[[ Material provided open ]]
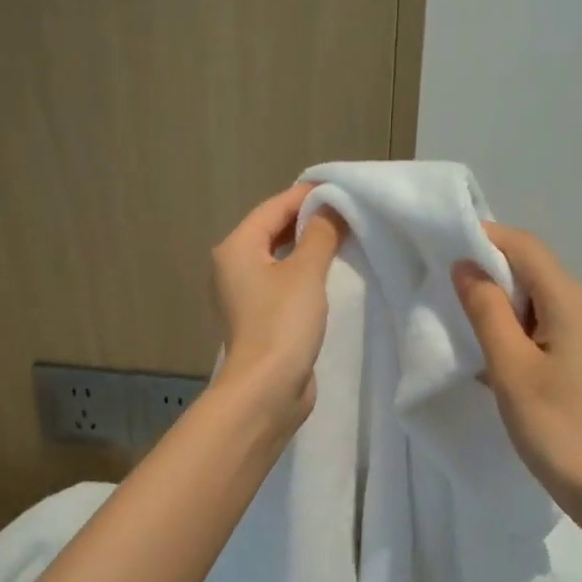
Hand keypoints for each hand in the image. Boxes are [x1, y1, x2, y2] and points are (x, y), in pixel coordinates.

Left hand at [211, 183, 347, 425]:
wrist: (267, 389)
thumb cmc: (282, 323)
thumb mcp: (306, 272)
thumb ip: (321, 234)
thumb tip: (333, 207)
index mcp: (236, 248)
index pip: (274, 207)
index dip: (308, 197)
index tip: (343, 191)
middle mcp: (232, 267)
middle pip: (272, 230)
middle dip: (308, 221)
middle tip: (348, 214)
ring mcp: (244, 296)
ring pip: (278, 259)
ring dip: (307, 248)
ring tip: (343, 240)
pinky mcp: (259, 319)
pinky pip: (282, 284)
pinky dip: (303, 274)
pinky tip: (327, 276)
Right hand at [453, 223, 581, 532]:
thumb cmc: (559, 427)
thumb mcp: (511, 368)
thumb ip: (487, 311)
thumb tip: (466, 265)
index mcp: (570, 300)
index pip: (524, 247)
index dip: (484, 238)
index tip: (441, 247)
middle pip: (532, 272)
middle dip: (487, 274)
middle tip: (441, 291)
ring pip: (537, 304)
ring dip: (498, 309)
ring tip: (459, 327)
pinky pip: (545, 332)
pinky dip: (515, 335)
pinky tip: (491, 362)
[[ Material provided closed ]]
[[ Material provided open ]]
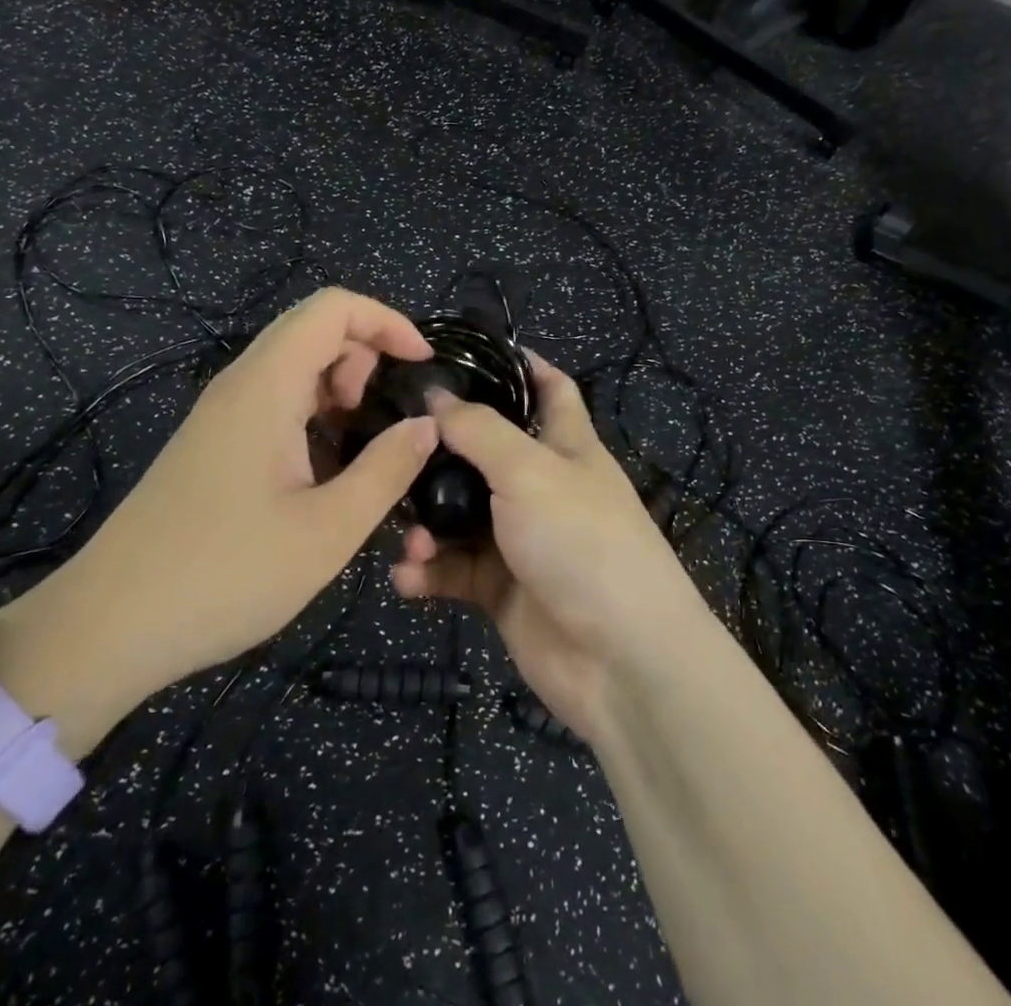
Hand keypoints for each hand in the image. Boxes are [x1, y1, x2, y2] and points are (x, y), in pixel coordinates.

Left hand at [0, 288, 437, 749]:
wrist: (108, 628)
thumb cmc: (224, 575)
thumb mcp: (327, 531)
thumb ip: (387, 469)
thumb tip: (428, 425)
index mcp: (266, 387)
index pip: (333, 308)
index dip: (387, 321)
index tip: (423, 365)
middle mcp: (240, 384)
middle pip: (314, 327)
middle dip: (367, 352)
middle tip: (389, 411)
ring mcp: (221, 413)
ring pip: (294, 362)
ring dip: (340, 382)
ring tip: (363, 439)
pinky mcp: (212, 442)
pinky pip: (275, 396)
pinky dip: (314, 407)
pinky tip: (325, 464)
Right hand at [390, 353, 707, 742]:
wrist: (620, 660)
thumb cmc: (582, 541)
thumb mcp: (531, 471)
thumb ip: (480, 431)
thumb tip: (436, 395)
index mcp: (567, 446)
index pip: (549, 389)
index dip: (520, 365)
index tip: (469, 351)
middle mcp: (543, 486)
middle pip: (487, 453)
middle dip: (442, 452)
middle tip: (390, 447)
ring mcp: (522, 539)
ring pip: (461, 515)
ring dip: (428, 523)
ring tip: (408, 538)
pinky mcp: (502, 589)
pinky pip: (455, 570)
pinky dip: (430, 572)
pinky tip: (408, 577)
[[ Material provided closed ]]
> **Task goal**: Starting at the line that has "middle dip: (308, 221)" in the records above, restate word for word every line until the one that has "pinky tip: (491, 362)", and include that one as well.

> **Written solution**:
middle dip: (308, 221)
middle tip: (348, 214)
ring mcp: (244, 296)
ring pip: (278, 259)
ring dip: (307, 248)
ring tip: (343, 240)
pinky mcp: (259, 319)
pinky pip: (282, 284)
pinky dip: (303, 274)
pinky tip: (327, 276)
Right hand at [453, 223, 581, 532]:
thumb cmc: (559, 427)
thumb mcp: (511, 368)
thumb ip: (487, 311)
thumb tip: (466, 265)
index mcp: (570, 300)
index pip: (524, 247)
index dip: (484, 238)
index tip: (441, 247)
middle pip: (532, 272)
middle dip: (487, 274)
middle tip: (441, 291)
ring pip: (537, 304)
ring dip: (498, 309)
ring tip: (459, 327)
pinky pip: (545, 332)
pinky dip: (515, 335)
pinky tip: (491, 362)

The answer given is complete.